= John Herbert Harington =

British orientalist, colonial administrator and judge

John Herbert Harington (12 March 1765 – 9 April 1828) was a British orientalist, colonial administrator and judge. He published a two-volume edition of the Arabic and Persian works of Saadi Shirazi.

==Career==
Harington was born on 12 March 1765, the son of John Harington D.D. (died 1795), prebendary of Salisbury, and his wife Rachel Hawes; Henry Hawes Harington (1770–c.1832) the Madras banker was a brother.
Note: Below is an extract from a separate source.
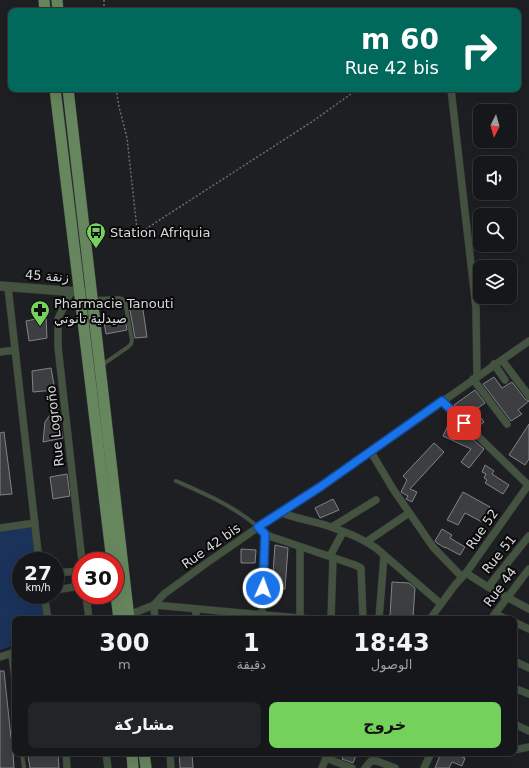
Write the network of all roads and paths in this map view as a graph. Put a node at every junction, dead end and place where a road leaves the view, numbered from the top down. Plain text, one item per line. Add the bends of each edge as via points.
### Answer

He entered the service of the East India Company at Calcutta as a writer on 1 August 1780.

In 1781 he was appointed assistant in the revenue department, revenue Persian translator in 1783, puisne judge of the Dewanny Adawlut, and magistrate of Dinajpore on 1 May 1793; sub-secretary to the secret department, and examiner and reporter to the Sudder Dewanny Adawlut on 6 December 1793; registrar of the Sudder Dewanny and Nizamut Adawlut on 15 Feb. 1796; fourth member of the board of revenue on 3 June 1799; puisne judge of the Sudder Dewanny and Nizamut Adawlut on 1 April 1801; and chief judge of the Sudder Dewanny and Nizamut Adawlut on 17 December 1811.

He returned to England on furlough in 1819, and went back to India in 1822, when he was chosen provisionally member of the supreme council (21 Dec.), was appointed senior member of the board of revenue for the western provinces, and agent to the governor-general at Delhi on 1 Aug. 1823; was senior member of the Sudda special commission in the following October; and was chosen a member of the supreme council and president of the board of trade on 22 April 1825. Harington was president of The Asiatic Society from 1825 to 1828. He had been secretary in 1790.
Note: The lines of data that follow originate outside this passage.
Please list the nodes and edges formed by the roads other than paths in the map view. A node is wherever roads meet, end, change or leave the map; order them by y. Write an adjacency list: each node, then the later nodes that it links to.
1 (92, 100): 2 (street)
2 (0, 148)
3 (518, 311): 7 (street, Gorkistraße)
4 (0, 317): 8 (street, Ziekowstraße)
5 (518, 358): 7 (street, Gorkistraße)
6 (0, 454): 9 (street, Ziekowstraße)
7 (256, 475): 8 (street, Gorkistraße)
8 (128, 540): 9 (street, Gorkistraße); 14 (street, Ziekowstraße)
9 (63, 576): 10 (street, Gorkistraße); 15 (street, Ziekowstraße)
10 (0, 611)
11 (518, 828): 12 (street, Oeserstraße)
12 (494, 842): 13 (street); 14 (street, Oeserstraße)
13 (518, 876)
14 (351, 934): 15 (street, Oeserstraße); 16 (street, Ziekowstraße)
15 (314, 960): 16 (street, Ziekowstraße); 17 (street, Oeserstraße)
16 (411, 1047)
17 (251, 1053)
Harington was also for some years honorary professor of the laws and regulations of the British government in India in the college of Fort William, founded by the Marquis Wellesley in 1800, and was afterwards president of the council of the college.

==Death==
Harington returned to England in 1828, and died in London on 9 April of that year.

==Selected publications==
- The Persian and Arabic works of Sa'dee, Calcutta, 1791–1795, 2 vols., fol.
- An Elementary Analysis of the Laws and Regulations enacted by the Governor-General in Council at Fort William in Bengal for the Civil Government of the British Territories under that Presidency, Calcutta, 1805–17, 3 vols. fol. (A volume of 'Extracts' from this work appeared at Calcutta in 1866)

==Family==
Harington married Amelia Johnston in 1808. They had five children, including the physician Henry Harington (died 1850), and the Rev. Hastings Hawes Harington (fifth son, died 1862). Thomas Cudbert Harington (1798–1863), public servant in Australia, was a son of John Herbert Harrington, born out of wedlock, and, it is suggested, with an Indian mother.